When I was spelunking through the ATL header for my previous articles (the class object plumbing) I discovered that there is a serious race condition in the server lifetime management.
I contacted the Microsoft C++ folks, and someone from the libraries group told me that this problem has already been fixed in the next release of Visual C++.
But since the issue still exists in all current ATL projects, I decided to write something about it and publish the fix which will circumvent the problem in the recent versions of ATL (7.0 and upwards if I am correct).
The module lock count of an ATL COM server is managed in the CAtlExeModuleT<T> class. It is this lock count that keeps the server alive as long as it is nonzero.
The CAtlExeModuleT<T> class manages its reference count via the CComGlobalsThreadModel class increment and decrement methods. CComGlobalsThreadModel is a typedef for CComMultiThreadModel so these methods map to InterlockedIncrement and InterlockedDecrement
The last module lock is released if
- the class object itself has no more external connections (IExternalConnection), and
- there are no more object instances.
As soon as the final module lock is released (module refcount is 0), the shutdown of the server is initiated, which will happen through either a WM_QUIT message or a win32 event object. In both cases there is a time window between the triggering of the shutdown, and the actual call to CoRevokeClassObject. This time window can be several seconds.
This time window causes a race condition between the server (which is already dying at that point) trying to revoke the class object, and a hypothetical client, requesting an interface pointer to the class object. Depending on how the race turns out, the client might end up with an S_OK HRESULT from CoGetClassObject, and an invalid interface pointer. This will cause a critical problem in the client, and may cause an application crash.
The proper way to manage the server lifetime is to use CoAddRefServerProcess and CoReleaseRefServerProcess to manage the module lockcount. Those functions will (according to MSDN http://msdn.microsoft.com/en-us/library/aa910552.aspx) suspend all class objects when the reference count drops to 0, in an atomic operation.
In that case, the server starts dying AFTER all class objects are suspended. Any incoming client request for the class object will spawn a new server process after the dying server has finished revoking its class objects.
The code for fixing this is simple. I simply created a new class that inherits from CAtlExeModuleT<T> and then overrides the Lock and Unlock methods.
template <typename T>
class CAtlExeModuleT_NoRace : public CAtlExeModuleT<T>
typedef CAtlExeModuleT<T> base;
#if _ATL_VER < 0x0A00
//removed compiler messages
I use CoxxxxServerProcess functions to explicitly manage the class object registration, and then I delegate to the base class which maintains its own reference count.

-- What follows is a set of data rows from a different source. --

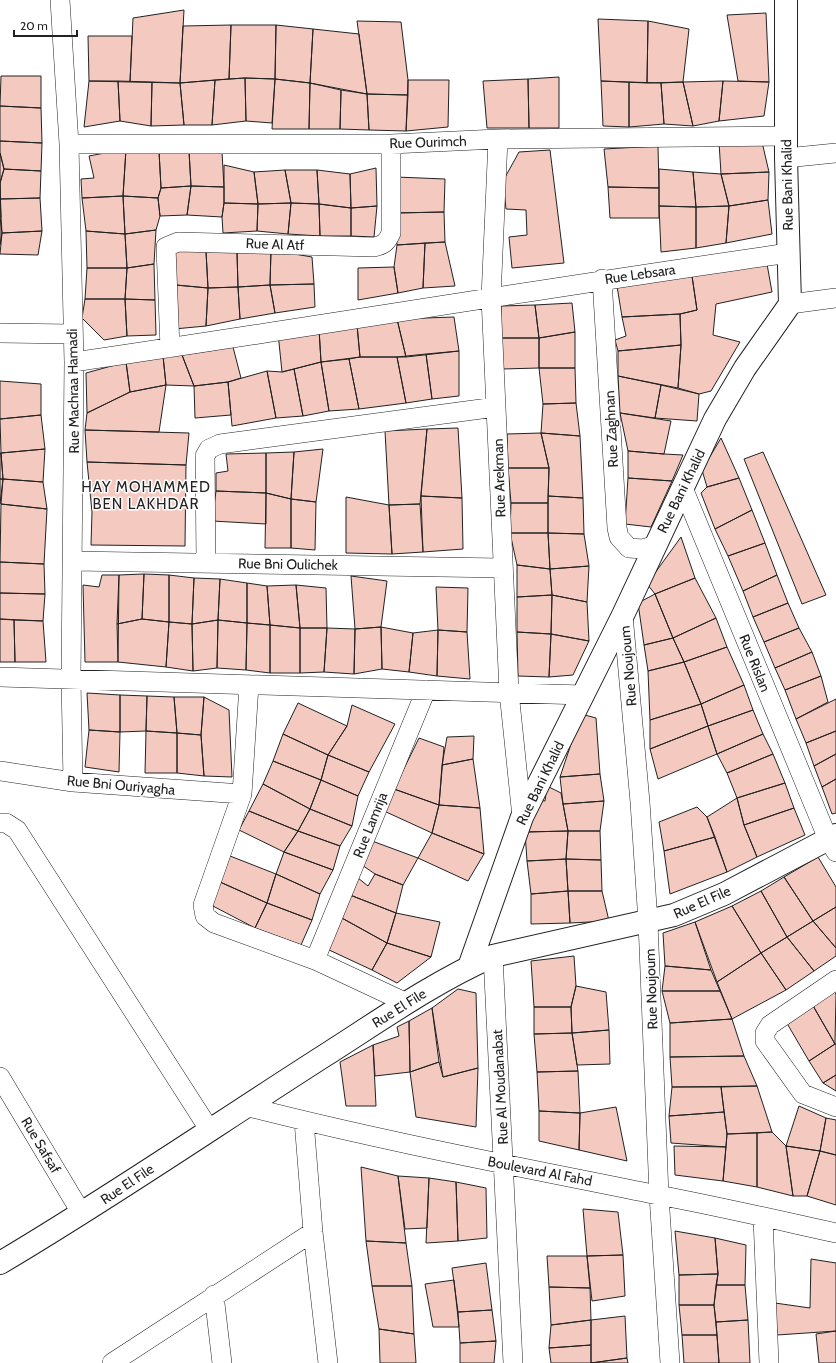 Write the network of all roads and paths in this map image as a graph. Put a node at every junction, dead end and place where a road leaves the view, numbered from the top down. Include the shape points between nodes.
1 (60, 0) edge
2 (786, 0) edge
3 (786, 136) junction
4 (498, 139) junction
5 (69, 144) junction
6 (391, 144) junction
7 (836, 153) edge
8 (786, 158) junction
9 (789, 253) junction
10 (602, 279) junction
11 (491, 298) junction
12 (836, 298) edge
13 (790, 304) junction
14 (0, 333) edge
15 (72, 334) junction
16 (170, 348) junction
17 (74, 362) junction
18 (496, 407) junction
19 (683, 488) junction
20 (655, 545) junction
21 (73, 561) junction
22 (206, 562) junction
23 (502, 568) junction
24 (623, 615) junction
25 (0, 677) edge
26 (71, 679) junction
27 (249, 685) junction
28 (426, 690) junction
29 (509, 692) junction
30 (583, 695) junction
31 (0, 771) edge
32 (73, 782) junction
33 (242, 794) junction
34 (522, 817) junction
35 (0, 823) edge
36 (833, 842) edge
37 (648, 922) junction
38 (493, 956) junction
39 (315, 960) junction
40 (469, 966) junction
41 (836, 980) edge
42 (407, 1003) junction
43 (0, 1077) edge
44 (245, 1106) junction
45 (836, 1107) edge
46 (304, 1121) junction
47 (209, 1129) junction
48 (504, 1164) junction
49 (660, 1195) junction
50 (82, 1214) junction
51 (764, 1218) junction
52 (313, 1232) junction
53 (836, 1233) edge
54 (0, 1263) edge
55 (214, 1295) junction
56 (115, 1362) edge
57 (222, 1363) edge
58 (328, 1363) edge
59 (513, 1363) edge
60 (670, 1363) edge
61 (769, 1363) edge

1 - 5 street, Rue Machraa Hamadi
2 - 3 street, Rue Bani Khalid
3 - 4 street, Rue Ourimch
3 - 8 street, Rue Bani Khalid
4 - 6 street, Rue Ourimch
4 - 11 street, Rue Arekman
5 - 6 street, Rue Ourimch
5 - 15 street, Rue Machraa Hamadi
6 - 16 street, Rue Al Atf via 391,233 388,241 382,245 374,247 178,242 166,247
7 - 8 street
8 - 9 street, Rue Bani Khalid
9 - 10 street, Rue Lebsara
9 - 13 street, Rue Bani Khalid
10 - 11 street, Rue Lebsara
10 - 20 street, Rue Zaghnan via 617,528 619,537 629,548 643,549
11 - 16 street, Rue Lebsara
11 - 18 street, Rue Arekman
12 - 13 street
13 - 19 street, Rue Bani Khalid via 741,374 715,419
14 - 15 street
15 - 17 street, Rue Machraa Hamadi
16 - 17 street, Rue Lebsara
17 - 21 street, Rue Machraa Hamadi
18 - 22 street via 220,444 209,449 205,456
18 - 23 street, Rue Arekman
19 - 20 street, Rue Bani Khalid
19 - 36 street, Rue Rislan
20 - 24 street, Rue Bani Khalid
21 - 22 street, Rue Bni Oulichek
21 - 26 street, Rue Machraa Hamadi
22 - 23 street, Rue Bni Oulichek
23 - 29 street, Rue Arekman
24 - 30 street, Rue Bani Khalid
24 - 37 street, Rue Noujoum
25 - 26 street
26 - 27 street
26 - 32 street, Rue Machraa Hamadi
27 - 28 street
27 - 33 street
28 - 29 street
28 - 39 street, Rue Lamrija
29 - 30 street
29 - 34 street, Rue Arekman
30 - 34 street, Rue Bani Khalid
31 - 32 street, Rue Bni Ouriyagha
32 - 33 street, Rue Bni Ouriyagha
33 - 39 street via 203,905 205,916 214,923
34 - 40 street, Rue Bani Khalid
35 - 47 street via 6,823 17,830
36 - 37 street, Rue El File via 674,916
37 - 38 street, Rue El File
37 - 49 street, Rue Noujoum
38 - 40 street, Rue El File
38 - 48 street, Rue Al Moudanabat
39 - 42 street
40 - 42 street, Rue El File
41 - 45 street via 770,1024 764,1041 798,1089 813,1099
42 - 44 street, Rue El File
43 - 50 street, Rue Safsaf
44 - 46 street, Boulevard Al Fahd
44 - 47 street, Rue El File
46 - 48 street, Boulevard Al Fahd
46 - 52 street
47 - 50 street, Rue El File
48 - 49 street, Boulevard Al Fahd
48 - 59 street, Rue Al Moudanabat
49 - 51 street, Boulevard Al Fahd
49 - 60 street, Rue Noujoum
50 - 54 street, Rue El File
51 - 53 street, Boulevard Al Fahd
51 - 61 street
52 - 55 street
52 - 58 street
55 - 56 street
55 - 57 street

The reason I do that is that the base::Unlock function is the one which triggers the module shutdown, and I don’t want to mess with that. And Unlock works only when paired with Lock, so the only thing I really need to do is to call the CoxxxxServerProcess routines to prevent possible activation requests. The rest is still done by CAtlExeModuleT<T>.
I put a compiler condition around my implementation of the new Lock and Unlock methods, because they are only needed for current versions of ATL. The next version of ATL won’t have this problem, so it would be dangerous to meddle with the reference counting, especially since I cannot predict what side effects this may have.
The conditional compilation allows you to safely upgrade the project to the next version of ATL. The compiler messages which show up in the compiler output inform you that it is no longer needed to inherit from CAtlExeModuleT_NoRace as shown below:
class CStuff_ServerModule : public CAtlExeModuleT_NoRace< CStuff_ServerModule >
The only thing you have to do to use my new module class is to include the header and change CAtlExeModuleT to CAtlExeModuleT_NoRace.
And if you upgrade the project to VC10, then you can simply change it back as indicated by the compiler output messages that are printed out when the compiler parses my class.
I was surprised that this bug was still in the ATL headers after all these years. When I contacted the VC++ team I was half expecting them to tell me that I had missed something. This issue is what caused CoAddRefServerProcess to be created after all, over a decade ago, so a COM programmer implementing lifetime management should be aware of it.
However, the modular and hierarchical nature of ATL made it easy to fix this problem, so I guess that is a plus for ATL. And mistakes happen. It is always a bit painful if it happens in widely used libraries, but I too have had my share of whoopsies over the years. It is sad but it happens.
The header file with the fix is attached to this blog post under the MIT license.